Derrick Christie

Personal information
- Full name: Derrick Hugh Michael Christie
- Date of birth: 15 March 1957 (age 68)
- Place of birth: Bletchley, England
- Height: 5 ft 8 in (1.73 m)
- Position(s): winger

Senior career*
- Years: Team / Apps / (Gls)
- 1975–1978: Northampton Town / 138 / (18)
- 1978–1984: Cambridge United / 138 / (19)
- 1984–1985: Reading / 14 / (1)
- 1985–1986: Cardiff City / 19 / (2)
- 1986–1986: Peterborough United / 8 / (0)
- Total:  / 317 / (40)

= Derrick Christie =

English footballer

Derrick Hugh Michael Christie (born 15 March 1957) is an English former professional footballer who played as a winger.
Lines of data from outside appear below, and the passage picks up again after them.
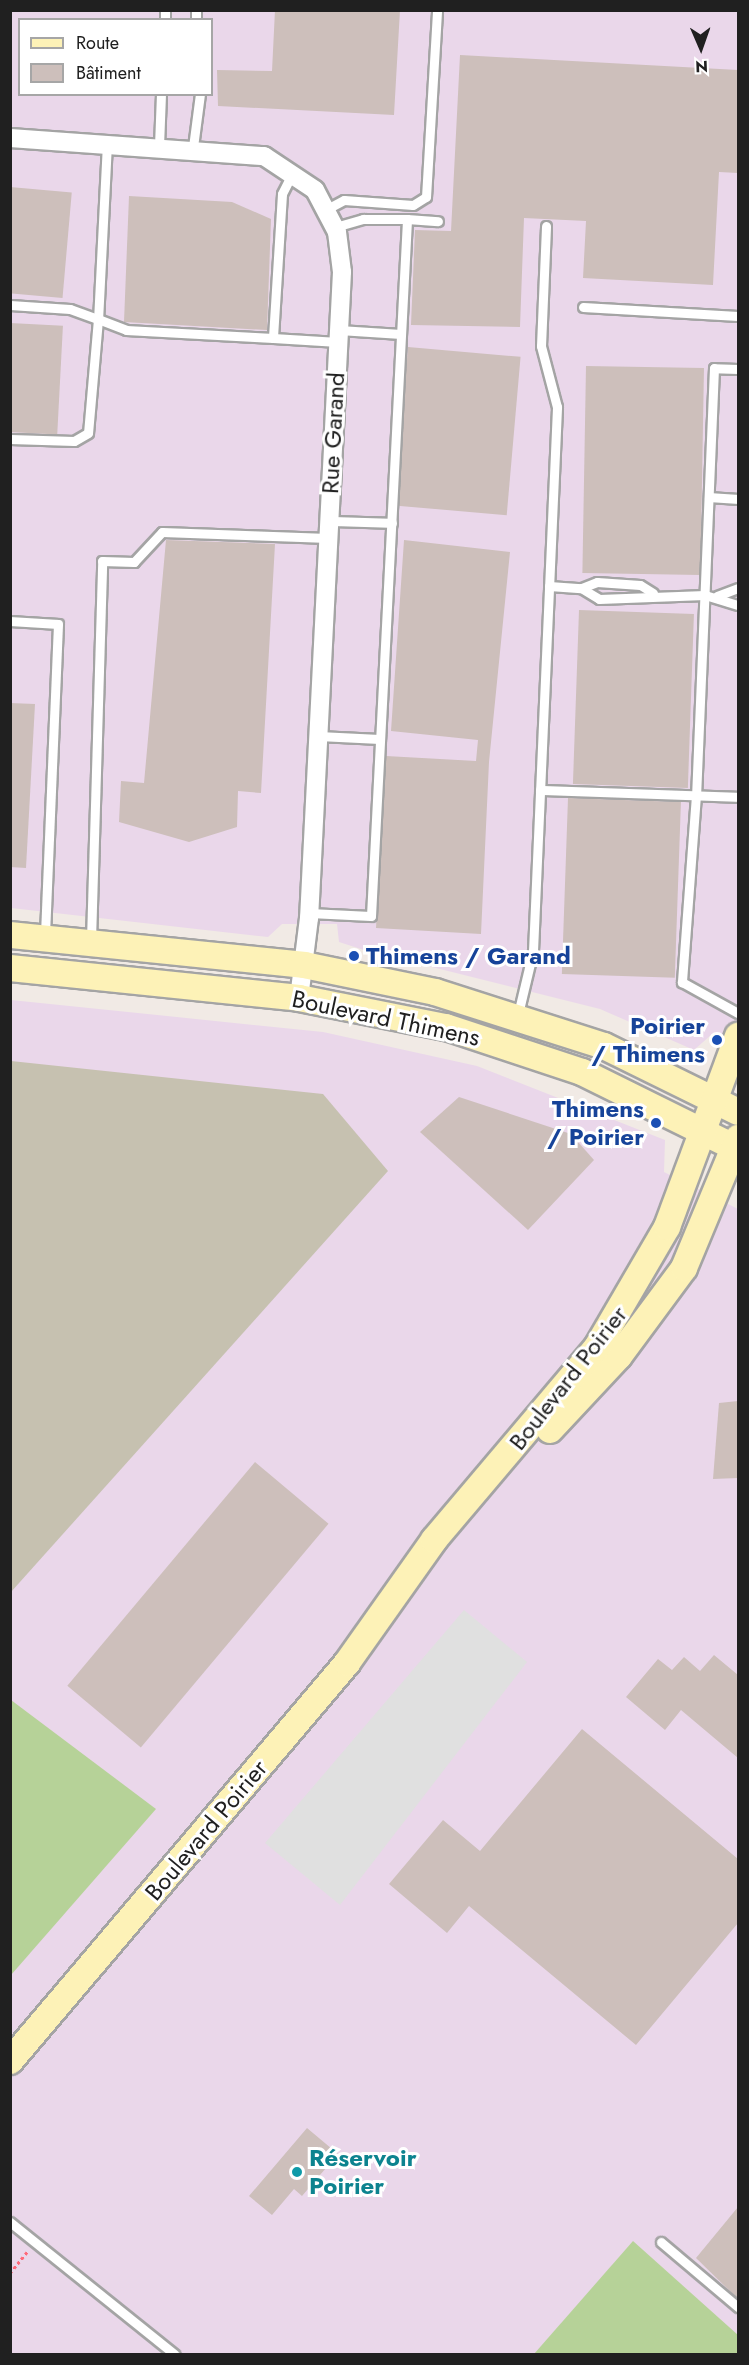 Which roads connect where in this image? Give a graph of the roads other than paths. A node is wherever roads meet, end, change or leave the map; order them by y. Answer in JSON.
{"nodes":[{"id":1,"x":437,"y":10,"type":"edge"},
{"id":2,"x":161,"y":96,"type":"edge"},
{"id":3,"x":200,"y":96,"type":"edge"},
{"id":4,"x":10,"y":138,"type":"edge"},
{"id":5,"x":107,"y":143,"type":"junction"},
{"id":6,"x":159,"y":146,"type":"junction"},
{"id":7,"x":194,"y":147,"type":"junction"},
{"id":8,"x":294,"y":171,"type":"junction"},
{"id":9,"x":327,"y":209,"type":"junction"},
{"id":10,"x":407,"y":219,"type":"junction"},
{"id":11,"x":438,"y":221,"type":"dead end"},
{"id":12,"x":546,"y":226,"type":"dead end"},
{"id":13,"x":335,"y":227,"type":"junction"},
{"id":14,"x":10,"y":306,"type":"edge"},
{"id":15,"x":583,"y":307,"type":"dead end"},
{"id":16,"x":738,"y":316,"type":"edge"},
{"id":17,"x":98,"y":319,"type":"junction"},
{"id":18,"x":401,"y":334,"type":"junction"},
{"id":19,"x":338,"y":336,"type":"junction"},
{"id":20,"x":273,"y":338,"type":"junction"},
{"id":21,"x":738,"y":369,"type":"edge"},
{"id":22,"x":10,"y":439,"type":"edge"},
{"id":23,"x":709,"y":497,"type":"junction"},
{"id":24,"x":738,"y":499,"type":"edge"},
{"id":25,"x":392,"y":523,"type":"junction"},
{"id":26,"x":328,"y":529,"type":"junction"},
{"id":27,"x":549,"y":586,"type":"junction"},
{"id":28,"x":581,"y":588,"type":"junction"},
{"id":29,"x":738,"y":588,"type":"edge"},
{"id":30,"x":653,"y":593,"type":"junction"},
{"id":31,"x":705,"y":595,"type":"junction"},
{"id":32,"x":717,"y":596,"type":"junction"},
{"id":33,"x":738,"y":605,"type":"edge"},
{"id":34,"x":10,"y":621,"type":"edge"},
{"id":35,"x":318,"y":736,"type":"junction"},
{"id":36,"x":380,"y":738,"type":"junction"},
{"id":37,"x":540,"y":790,"type":"junction"},
{"id":38,"x":696,"y":795,"type":"junction"},
{"id":39,"x":738,"y":796,"type":"edge"},
{"id":40,"x":309,"y":913,"type":"junction"},
{"id":41,"x":10,"y":935,"type":"edge"},
{"id":42,"x":45,"y":938,"type":"junction"},
{"id":43,"x":91,"y":943,"type":"junction"},
{"id":44,"x":304,"y":965,"type":"junction"},
{"id":45,"x":10,"y":968,"type":"edge"},
{"id":46,"x":299,"y":998,"type":"junction"},
{"id":47,"x":738,"y":1013,"type":"edge"},
{"id":48,"x":518,"y":1014,"type":"junction"},
{"id":49,"x":738,"y":1036,"type":"edge"},
{"id":50,"x":728,"y":1106,"type":"edge"},
{"id":51,"x":707,"y":1131,"type":"junction"},
{"id":52,"x":738,"y":1145,"type":"edge"},
{"id":53,"x":399,"y":1597,"type":"junction"},
{"id":54,"x":10,"y":2061,"type":"edge"},
{"id":55,"x":10,"y":2222,"type":"edge"},
{"id":56,"x":661,"y":2242,"type":"dead end"},
{"id":57,"x":738,"y":2307,"type":"edge"},
{"id":58,"x":174,"y":2355,"type":"edge"}],
"edges":[{"from":1,"to":9,"type":"lane"},
{"from":2,"to":6,"type":"lane"},
{"from":3,"to":7,"type":"lane"},
{"from":4,"to":5,"type":"street","name":"Rue Garand"},
{"from":5,"to":6,"type":"street","name":"Rue Garand"},
{"from":5,"to":17,"type":"lane"},
{"from":6,"to":7,"type":"street","name":"Rue Garand"},
{"from":7,"to":8,"type":"street","name":"Rue Garand"},
{"from":8,"to":9,"type":"street","name":"Rue Garand"},
{"from":8,"to":20,"type":"lane"},
{"from":9,"to":13,"type":"street","name":"Rue Garand"},
{"from":10,"to":11,"type":"lane"},
{"from":10,"to":13,"type":"lane"},
{"from":10,"to":18,"type":"lane"},
{"from":12,"to":27,"type":"lane"},
{"from":13,"to":19,"type":"street","name":"Rue Garand"},
{"from":14,"to":17,"type":"lane"},
{"from":15,"to":16,"type":"lane"},
{"from":17,"to":20,"type":"lane"},
{"from":17,"to":22,"type":"lane"},
{"from":18,"to":19,"type":"lane"},
{"from":18,"to":25,"type":"lane"},
{"from":19,"to":20,"type":"lane"},
{"from":19,"to":26,"type":"street","name":"Rue Garand"},
{"from":21,"to":23,"type":"lane"},
{"from":23,"to":24,"type":"lane"},
{"from":23,"to":31,"type":"lane"},
{"from":25,"to":26,"type":"lane"},
{"from":25,"to":36,"type":"lane"},
{"from":26,"to":35,"type":"street","name":"Rue Garand"},
{"from":26,"to":43,"type":"lane"},
{"from":27,"to":28,"type":"lane"},
{"from":27,"to":37,"type":"lane"},
{"from":28,"to":30,"type":"lane"},
{"from":28,"to":30,"type":"lane"},
{"from":29,"to":32,"type":"lane"},
{"from":30,"to":31,"type":"lane"},
{"from":31,"to":32,"type":"lane"},
{"from":31,"to":38,"type":"lane"},
{"from":32,"to":33,"type":"lane"},
{"from":34,"to":42,"type":"lane"},
{"from":35,"to":36,"type":"lane"},
{"from":35,"to":40,"type":"street","name":"Rue Garand"},
{"from":36,"to":40,"type":"lane"},
{"from":37,"to":38,"type":"lane"},
{"from":37,"to":48,"type":"lane"},
{"from":38,"to":39,"type":"lane"},
{"from":38,"to":47,"type":"lane"},
{"from":40,"to":44,"type":"street","name":"Rue Garand"},
{"from":41,"to":42,"type":"street","name":"Boulevard Thimens"},
{"from":42,"to":43,"type":"street","name":"Boulevard Thimens"},
{"from":43,"to":44,"type":"street","name":"Boulevard Thimens"},
{"from":44,"to":46,"type":"street","name":"Rue Garand"},
{"from":44,"to":48,"type":"street","name":"Boulevard Thimens"},
{"from":45,"to":46,"type":"street","name":"Boulevard Thimens"},
{"from":46,"to":51,"type":"street","name":"Boulevard Thimens"},
{"from":48,"to":50,"type":"street","name":"Boulevard Thimens"},
{"from":49,"to":50,"type":"street","name":"Boulevard Poirier"},
{"from":50,"to":51,"type":"street","name":"Boulevard Poirier"},
{"from":51,"to":52,"type":"street","name":"Boulevard Thimens"},
{"from":51,"to":53,"type":"street","name":"Boulevard Poirier"},
{"from":52,"to":53,"type":"street","name":"Boulevard Poirier"},
{"from":53,"to":54,"type":"street","name":"Boulevard Poirier"},
{"from":55,"to":58,"type":"lane"},
{"from":56,"to":57,"type":"lane"}]} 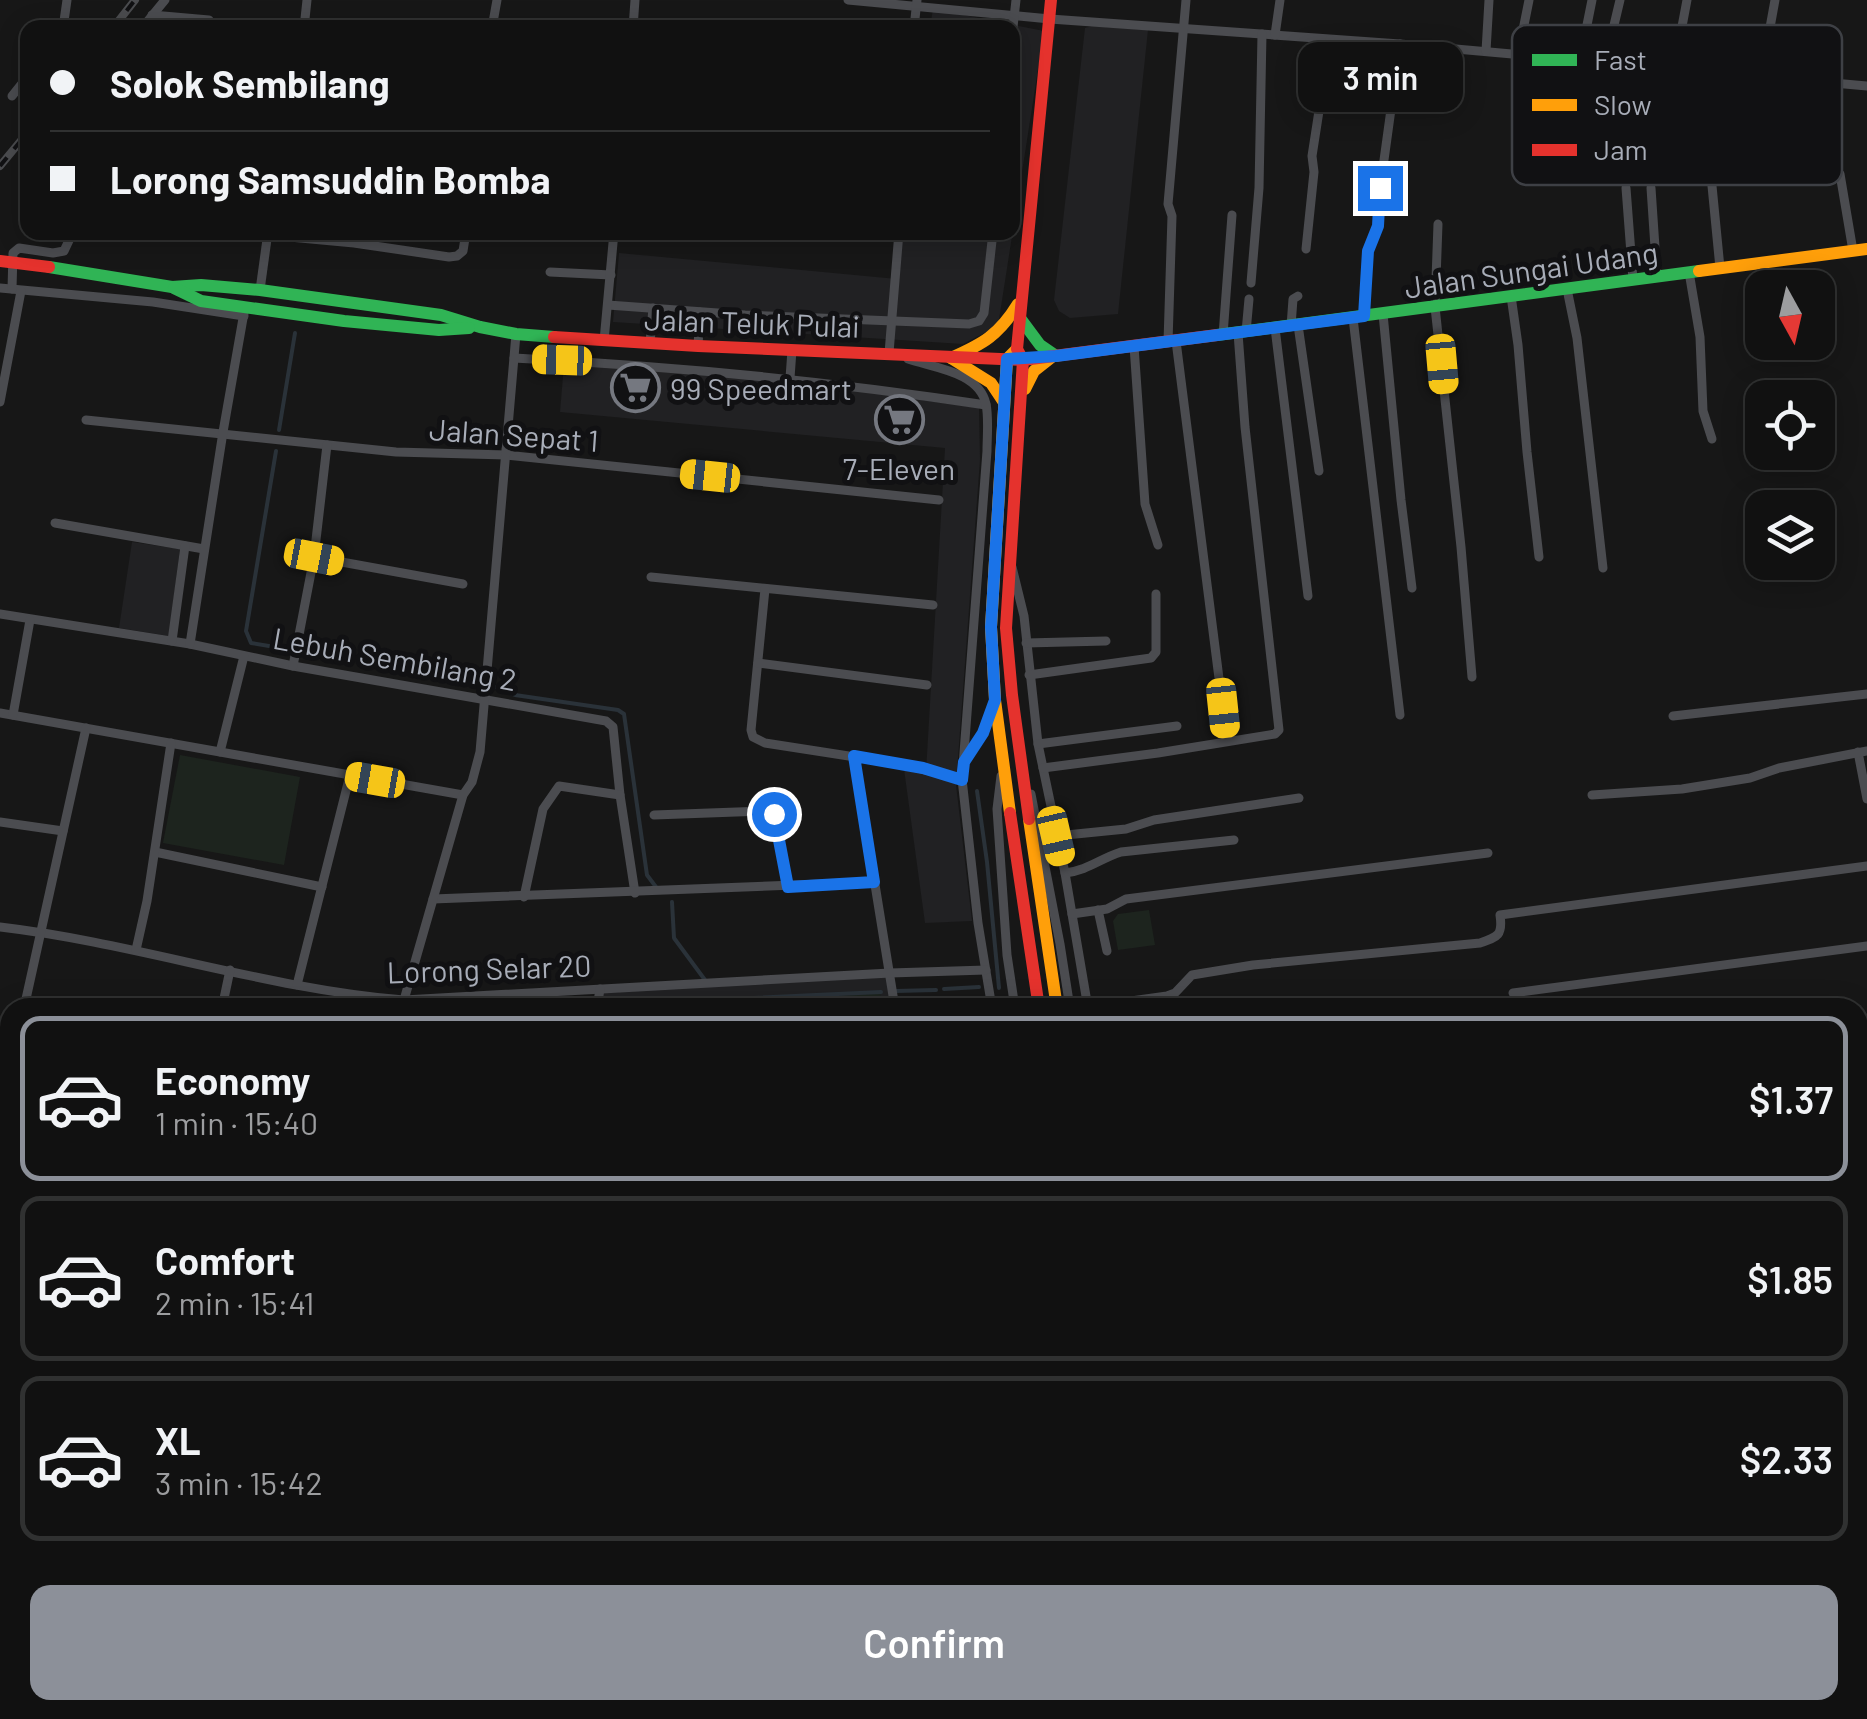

During his career, he made over 300 appearances in the Football League during spells with Northampton Town, Cambridge United, Reading, Cardiff City and Peterborough United.

==Career==
Christie began his career with Northampton Town, helping the club win promotion to the Third Division during the 1975–76 season. He joined Cambridge United in 1978 for £50,000, making over 100 appearances for the club, before moving on to Reading in 1984. However, he struggled to establish himself in the first team and joined Cardiff City the following year. Despite initially impressing, he was eventually released at the end of the 1985-86 season and finished his professional career with Peterborough United.